Ma per Daesh è guerra di religione.
“Sì, ma soprattutto una guerra contro la democrazia, contro gli Stati che non sono teocratici, in cui la religione non impone le sue leggi, e l’ordine religioso e politico sono ben distinti tra loro. È questa la guerra che conducono. Penso che il rischio oggi sia interpretare nei nostri Paesi questa violenza come una guerra di religione, e che venga colpevolizzato in modo generalizzato l’islam. Allo stesso tempo, proprio perché esiste questo rischio, occorre che i musulmani agiscano nella formazione dei loro giovani. Spetta a loro il compito di richiamare i loro seguaci al valore di vivere la propria fede in una democrazia, dove c’è libertà di religione e coscienza; dove, se un musulmano si converte al cristianesimo, non è un problema”.
Qual è il rischio?
“Il rischio è spingere le comunità religiose le une contro le altre. Nessuno oggi deve approfittare della situazione.
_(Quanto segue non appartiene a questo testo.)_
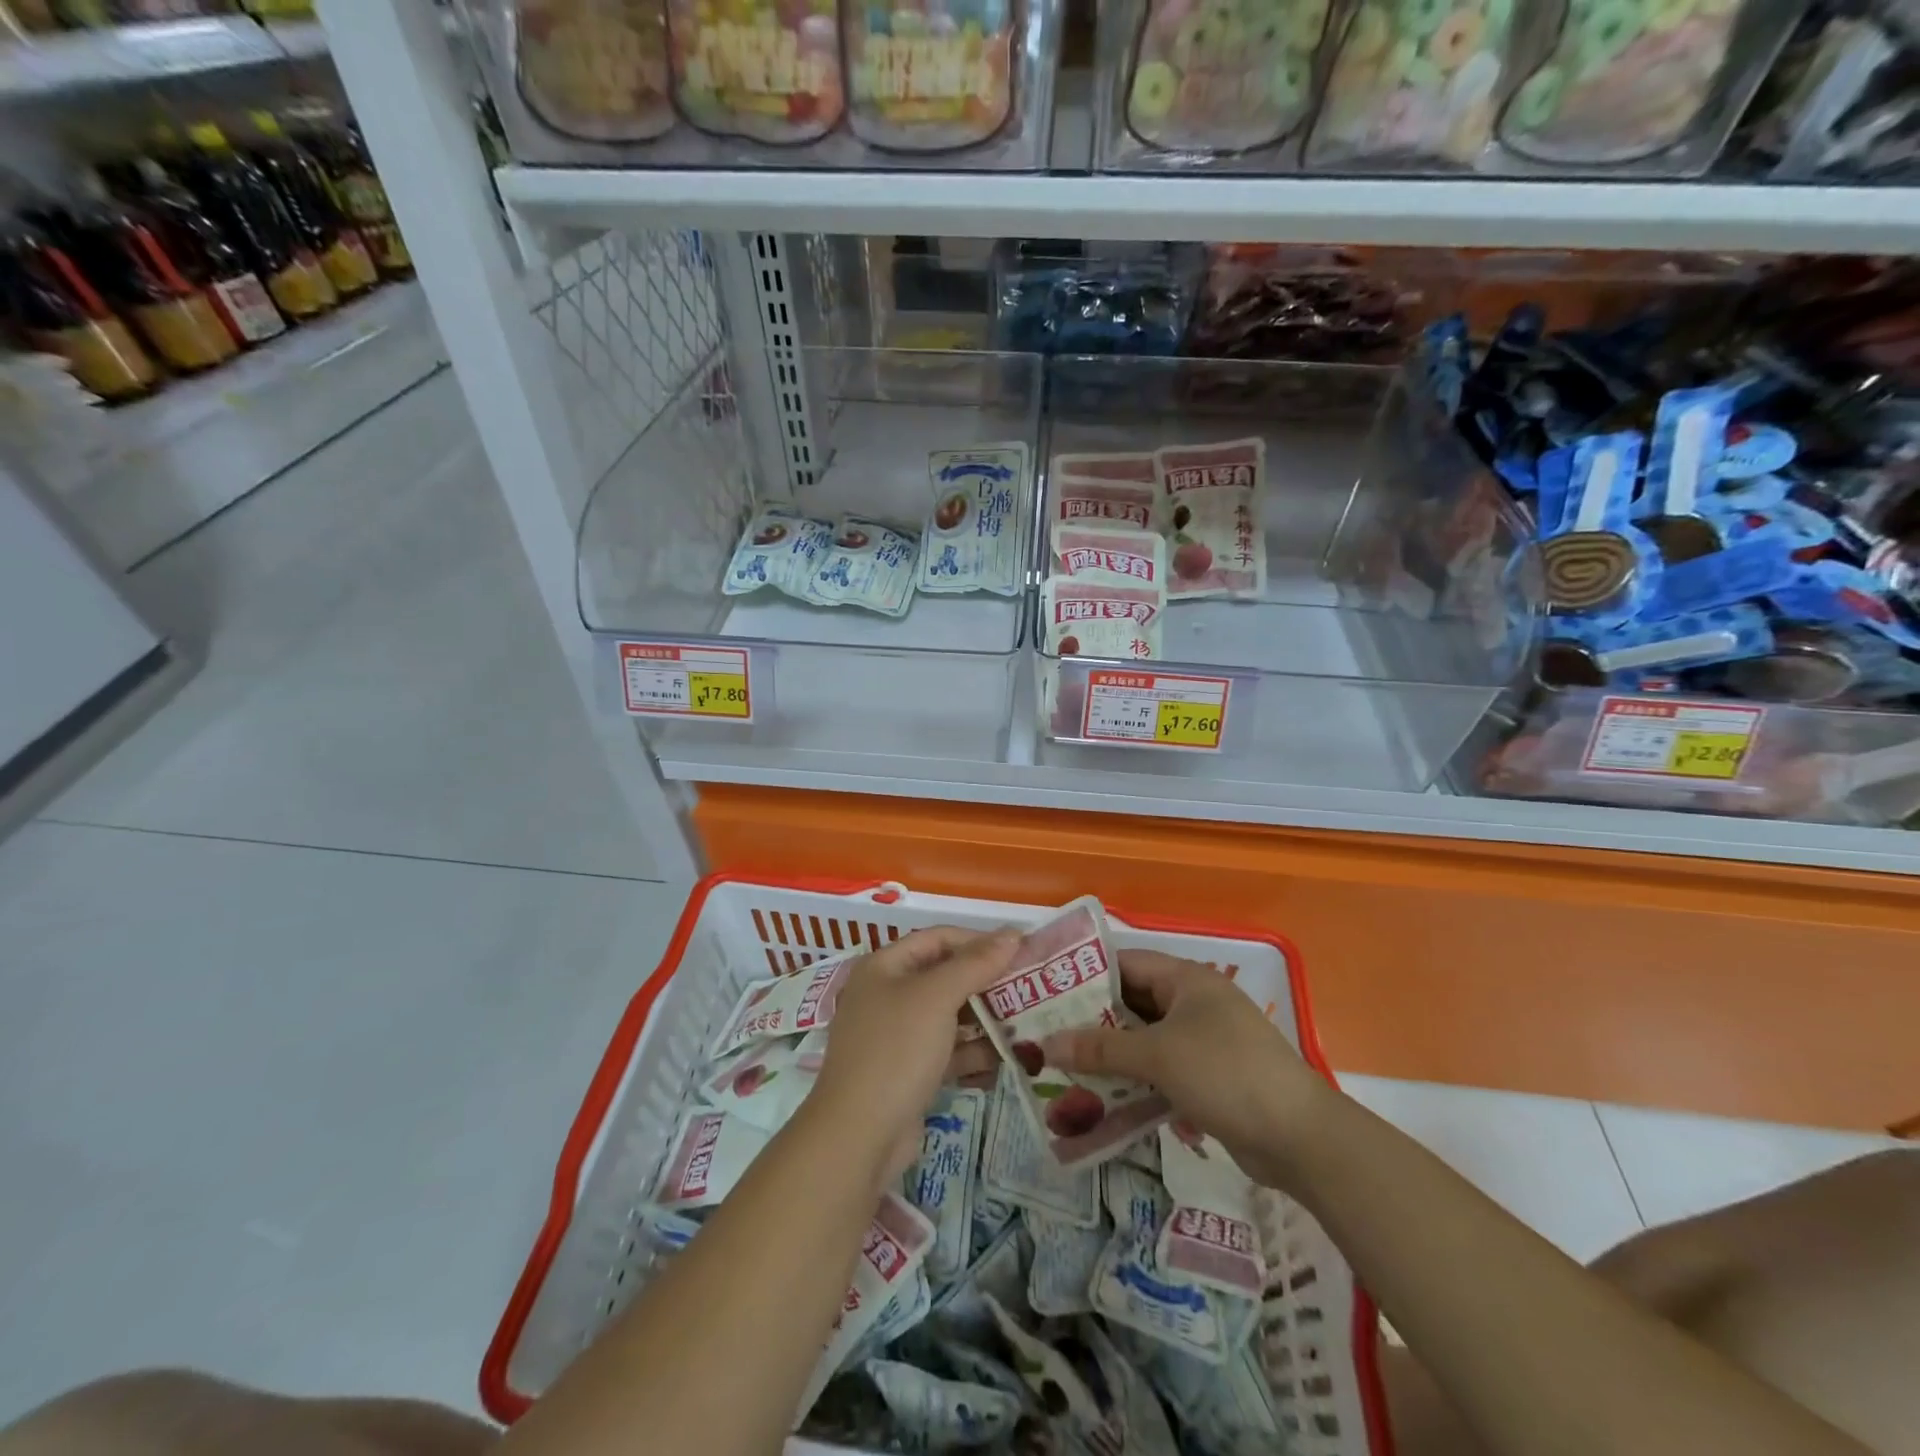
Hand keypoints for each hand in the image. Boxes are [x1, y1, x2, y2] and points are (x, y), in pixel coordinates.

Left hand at [809, 926, 1019, 1184]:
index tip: (1020, 951)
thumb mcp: (937, 998)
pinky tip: (1007, 1059)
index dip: (979, 941)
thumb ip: (976, 963)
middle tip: (1028, 988)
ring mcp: (895, 1036)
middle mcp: (886, 995)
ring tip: (1026, 1024)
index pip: (938, 938)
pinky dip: (973, 1052)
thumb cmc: (896, 1050)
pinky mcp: (907, 1072)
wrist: (858, 1136)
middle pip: (944, 976)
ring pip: (948, 1016)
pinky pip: (946, 1051)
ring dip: (984, 1019)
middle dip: (985, 982)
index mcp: (884, 967)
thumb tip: (1012, 934)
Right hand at [1041, 949, 1328, 1185]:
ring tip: (1065, 1071)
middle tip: (1047, 1036)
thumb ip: (1101, 1048)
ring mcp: (1203, 1042)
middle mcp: (1193, 1003)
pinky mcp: (1209, 1078)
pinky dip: (1135, 1083)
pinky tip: (1103, 1103)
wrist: (1300, 1138)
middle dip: (1093, 1022)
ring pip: (1145, 1041)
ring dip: (1111, 1057)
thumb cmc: (1225, 1074)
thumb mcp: (1158, 1056)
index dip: (1086, 975)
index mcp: (1185, 979)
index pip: (1125, 963)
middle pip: (1132, 1004)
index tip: (1047, 993)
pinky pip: (1161, 1072)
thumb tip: (1045, 1044)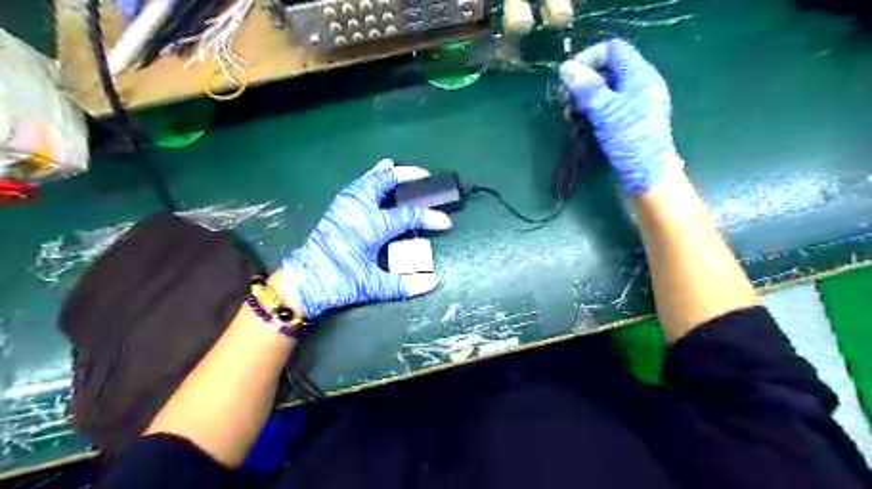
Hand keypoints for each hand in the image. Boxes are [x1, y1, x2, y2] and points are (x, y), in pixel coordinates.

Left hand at [279, 159, 452, 318]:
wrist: (304, 281)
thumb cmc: (339, 281)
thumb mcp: (373, 286)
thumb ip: (404, 284)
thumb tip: (434, 282)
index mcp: (371, 225)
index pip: (408, 216)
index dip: (430, 218)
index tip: (446, 222)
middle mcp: (358, 209)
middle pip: (384, 182)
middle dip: (406, 176)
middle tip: (424, 175)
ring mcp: (344, 206)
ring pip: (367, 180)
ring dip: (383, 173)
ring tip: (394, 166)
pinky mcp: (335, 209)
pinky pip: (355, 186)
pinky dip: (367, 179)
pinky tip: (370, 179)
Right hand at [558, 39, 688, 191]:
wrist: (647, 176)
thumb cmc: (630, 140)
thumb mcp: (605, 111)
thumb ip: (586, 87)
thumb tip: (565, 68)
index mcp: (640, 75)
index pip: (614, 49)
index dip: (589, 56)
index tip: (568, 75)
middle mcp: (640, 85)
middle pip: (609, 69)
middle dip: (585, 79)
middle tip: (565, 98)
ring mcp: (636, 105)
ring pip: (607, 89)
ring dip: (586, 96)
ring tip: (570, 112)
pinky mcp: (630, 122)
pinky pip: (609, 106)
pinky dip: (594, 109)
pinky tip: (581, 121)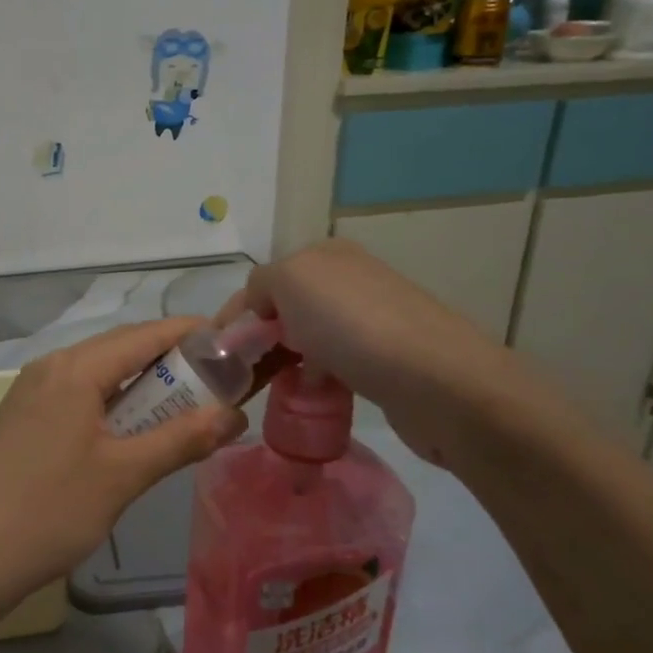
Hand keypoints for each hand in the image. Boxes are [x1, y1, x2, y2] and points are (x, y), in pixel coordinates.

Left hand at [0, 318, 245, 628]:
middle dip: (172, 363)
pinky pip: (79, 399)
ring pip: (99, 376)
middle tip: (219, 387)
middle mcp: (50, 368)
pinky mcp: (22, 422)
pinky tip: (132, 437)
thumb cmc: (48, 510)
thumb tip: (235, 415)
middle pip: (122, 350)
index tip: (236, 346)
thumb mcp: (123, 475)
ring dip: (143, 388)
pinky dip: (114, 408)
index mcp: (75, 368)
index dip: (193, 335)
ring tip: (185, 413)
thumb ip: (181, 439)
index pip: (146, 334)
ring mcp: (31, 395)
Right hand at [222, 239, 558, 468]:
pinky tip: (310, 396)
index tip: (215, 354)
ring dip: (285, 362)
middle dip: (259, 339)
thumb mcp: (290, 281)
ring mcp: (371, 320)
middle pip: (286, 310)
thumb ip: (261, 284)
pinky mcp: (386, 359)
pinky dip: (315, 379)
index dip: (235, 314)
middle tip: (239, 375)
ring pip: (308, 339)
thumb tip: (261, 308)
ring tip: (268, 390)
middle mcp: (350, 281)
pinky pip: (334, 365)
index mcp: (326, 256)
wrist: (437, 381)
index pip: (264, 281)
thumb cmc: (353, 325)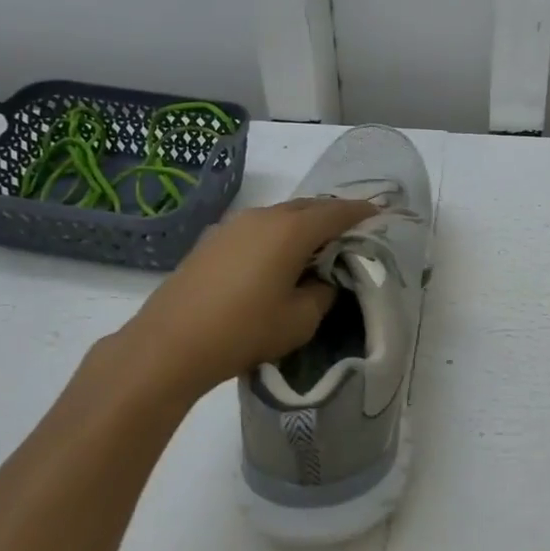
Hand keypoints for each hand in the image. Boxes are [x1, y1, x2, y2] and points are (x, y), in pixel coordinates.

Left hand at [94, 197, 376, 405]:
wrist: (170, 344)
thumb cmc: (244, 331)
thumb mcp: (300, 320)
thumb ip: (322, 293)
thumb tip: (321, 280)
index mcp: (292, 230)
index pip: (338, 212)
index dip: (362, 212)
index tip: (379, 214)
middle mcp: (264, 216)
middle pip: (309, 207)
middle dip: (333, 215)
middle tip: (351, 232)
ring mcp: (234, 225)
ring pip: (281, 215)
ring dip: (303, 225)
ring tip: (316, 247)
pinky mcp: (213, 240)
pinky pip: (258, 228)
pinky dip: (278, 235)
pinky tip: (277, 259)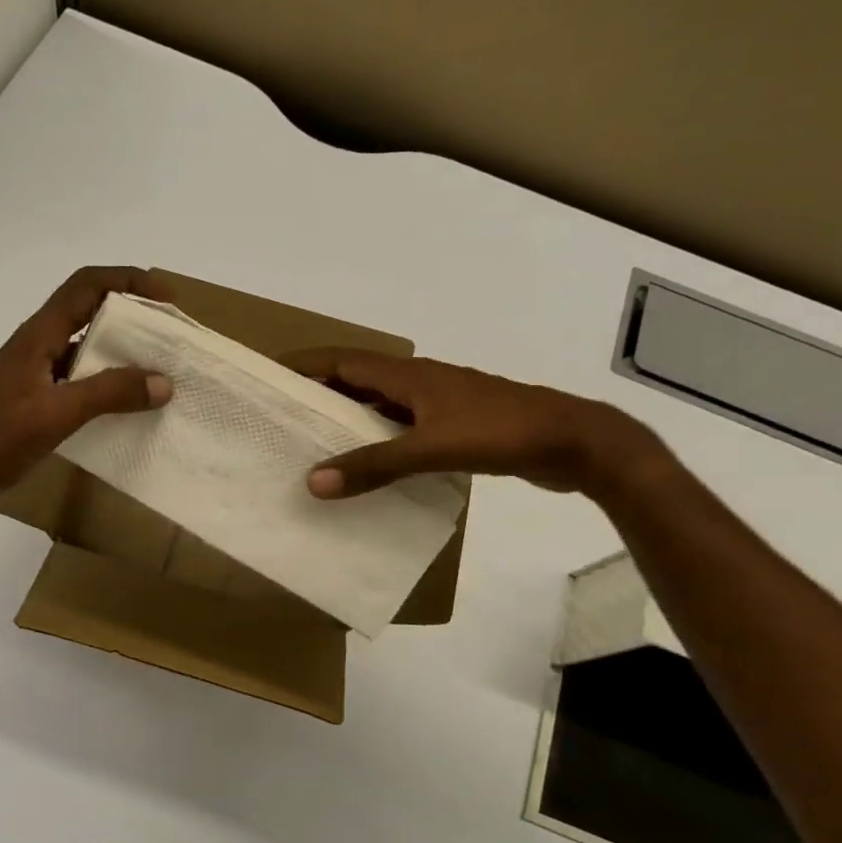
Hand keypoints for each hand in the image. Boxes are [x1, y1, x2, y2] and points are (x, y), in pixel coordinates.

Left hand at [0, 267, 173, 515]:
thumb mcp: (55, 414)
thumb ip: (108, 394)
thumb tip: (163, 382)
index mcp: (40, 335)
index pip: (87, 285)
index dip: (128, 280)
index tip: (167, 298)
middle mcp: (40, 345)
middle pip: (91, 312)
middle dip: (134, 316)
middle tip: (172, 337)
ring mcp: (37, 373)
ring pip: (88, 349)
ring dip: (123, 354)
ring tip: (161, 373)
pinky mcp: (37, 399)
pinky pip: (82, 380)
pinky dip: (108, 386)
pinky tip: (129, 408)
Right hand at [282, 348, 659, 498]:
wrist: (574, 441)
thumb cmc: (500, 432)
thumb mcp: (432, 449)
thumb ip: (374, 465)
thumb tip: (314, 481)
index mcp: (408, 376)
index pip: (342, 360)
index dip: (304, 364)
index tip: (267, 373)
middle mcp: (418, 383)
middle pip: (356, 380)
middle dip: (319, 392)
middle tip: (282, 415)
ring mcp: (440, 404)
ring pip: (381, 405)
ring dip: (349, 418)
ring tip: (314, 443)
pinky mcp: (456, 426)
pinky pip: (403, 428)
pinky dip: (379, 440)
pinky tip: (369, 466)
Sicuramente qualcuno lo farà e lo sta già facendo. Sui social ci sono estremisti di destra che stanno chiedendo di far allontanare i musulmani dalla Francia se si vuole evitare il genocidio dei cristiani in Europa. Non è così che si risponde alla logica del terrore. Siamo anche in un periodo delicato per la vita in Francia, alla vigilia delle elezioni presidenziali, in cui fanno presa i discorsi spesso molto violenti contro l’immigrazione, contro l’islam. È un rischio: che la paura ci conquisti e che la coesione sociale si indebolisca. Si è molto indebolita nel corso di questo ultimo anno. Nei primi attentati di Parigi, quello di Charlie Hebdo e poi al Bataclan, ci fu una reazione di unità nazionale e di coesione, ma dopo Nizza questa coesione non c’è stata”.
Da dove ripartire?
“Le diverse forze religiose hanno reagito insieme e coese. La questione aperta è la rappresentanza dell’islam. I cattolici hanno una Conferenza episcopale, i protestanti una Federazione, gli ebrei un Gran rabbinato. Per i musulmani ci sono Confederazioni e Consigli ma la loro parola non è accettata da tutti i musulmani a causa di influenze che possono essere di volta in volta marocchine, algerine, arabe…. Quindi, anche se i dirigenti prendono una posizione ferma, non è detto che la loro parola sia ascoltata dalla base. C’è tutto un lavoro ancora da fare nelle moschee, tra gli imam. Ma è essenziale, ora, per non fare aumentare la paura e l’odio”.